What you should do
Lines in the data below that contain the word "than" are to be copied.

===============

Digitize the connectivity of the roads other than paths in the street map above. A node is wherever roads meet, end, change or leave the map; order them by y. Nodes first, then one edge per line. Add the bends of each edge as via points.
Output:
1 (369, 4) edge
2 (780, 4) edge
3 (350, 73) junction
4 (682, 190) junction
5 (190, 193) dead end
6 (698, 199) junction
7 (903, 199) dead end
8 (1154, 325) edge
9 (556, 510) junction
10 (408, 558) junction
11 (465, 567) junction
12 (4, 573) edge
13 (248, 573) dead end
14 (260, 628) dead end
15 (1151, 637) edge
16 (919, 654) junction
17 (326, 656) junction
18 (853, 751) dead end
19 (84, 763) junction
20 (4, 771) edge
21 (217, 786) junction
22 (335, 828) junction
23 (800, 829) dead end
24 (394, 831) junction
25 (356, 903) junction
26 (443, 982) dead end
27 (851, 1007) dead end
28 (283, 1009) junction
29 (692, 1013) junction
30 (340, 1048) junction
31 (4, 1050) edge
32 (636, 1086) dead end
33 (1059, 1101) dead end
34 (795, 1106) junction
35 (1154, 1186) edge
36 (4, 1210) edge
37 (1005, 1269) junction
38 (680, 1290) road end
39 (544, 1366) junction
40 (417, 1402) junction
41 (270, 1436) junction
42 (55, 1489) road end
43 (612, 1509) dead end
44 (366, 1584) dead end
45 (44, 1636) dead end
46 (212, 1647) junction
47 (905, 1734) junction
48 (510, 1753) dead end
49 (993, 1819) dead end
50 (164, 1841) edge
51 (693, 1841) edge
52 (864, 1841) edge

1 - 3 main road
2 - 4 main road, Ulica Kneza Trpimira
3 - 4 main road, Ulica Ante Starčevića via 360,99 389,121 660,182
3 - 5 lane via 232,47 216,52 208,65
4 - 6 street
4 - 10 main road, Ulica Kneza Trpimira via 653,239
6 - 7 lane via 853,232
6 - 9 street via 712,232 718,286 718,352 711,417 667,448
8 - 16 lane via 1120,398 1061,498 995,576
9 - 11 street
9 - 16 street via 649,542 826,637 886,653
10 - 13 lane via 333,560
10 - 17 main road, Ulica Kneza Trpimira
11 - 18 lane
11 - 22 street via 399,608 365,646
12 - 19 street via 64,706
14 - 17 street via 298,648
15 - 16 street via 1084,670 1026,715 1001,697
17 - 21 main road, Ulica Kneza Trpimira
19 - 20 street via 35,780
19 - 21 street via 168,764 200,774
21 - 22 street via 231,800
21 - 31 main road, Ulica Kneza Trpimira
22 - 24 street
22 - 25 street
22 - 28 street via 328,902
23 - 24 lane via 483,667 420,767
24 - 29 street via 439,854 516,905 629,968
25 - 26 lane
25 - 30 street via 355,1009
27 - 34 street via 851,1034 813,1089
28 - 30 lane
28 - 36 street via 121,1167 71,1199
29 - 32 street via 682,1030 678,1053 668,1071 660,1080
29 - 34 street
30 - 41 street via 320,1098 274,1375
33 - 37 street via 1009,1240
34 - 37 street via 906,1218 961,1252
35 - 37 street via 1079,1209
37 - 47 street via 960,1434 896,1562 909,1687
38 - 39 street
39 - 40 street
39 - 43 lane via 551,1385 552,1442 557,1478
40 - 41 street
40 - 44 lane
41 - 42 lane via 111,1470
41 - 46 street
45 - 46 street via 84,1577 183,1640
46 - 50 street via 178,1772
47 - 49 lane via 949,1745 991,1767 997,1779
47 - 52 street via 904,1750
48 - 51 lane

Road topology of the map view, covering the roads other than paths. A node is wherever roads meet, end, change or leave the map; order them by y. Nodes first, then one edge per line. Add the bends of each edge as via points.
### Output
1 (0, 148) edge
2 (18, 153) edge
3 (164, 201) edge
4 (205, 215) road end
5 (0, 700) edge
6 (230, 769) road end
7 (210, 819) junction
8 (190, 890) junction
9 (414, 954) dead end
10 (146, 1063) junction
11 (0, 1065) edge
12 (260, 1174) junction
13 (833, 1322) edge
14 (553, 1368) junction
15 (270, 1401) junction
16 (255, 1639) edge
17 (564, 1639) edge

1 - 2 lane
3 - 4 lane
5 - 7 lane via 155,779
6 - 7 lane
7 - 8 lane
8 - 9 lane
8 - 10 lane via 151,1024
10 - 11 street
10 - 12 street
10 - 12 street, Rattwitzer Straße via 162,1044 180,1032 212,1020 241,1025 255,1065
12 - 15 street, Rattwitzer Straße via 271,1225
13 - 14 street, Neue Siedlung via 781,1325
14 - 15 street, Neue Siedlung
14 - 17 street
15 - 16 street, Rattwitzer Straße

===============

Output below
Digitize the connectivity of the roads other than paths in the street map above. A node is wherever roads meet, end, change or leave the map; order them by y. Nodes first, then one edge per line. Add the bends of each edge as via points.
Road topology of the map view, covering the roads other than paths. A node is wherever roads meet, end, change or leave the map; order them by y. Nodes first, then one edge per line. Add the bends of each edge as via points.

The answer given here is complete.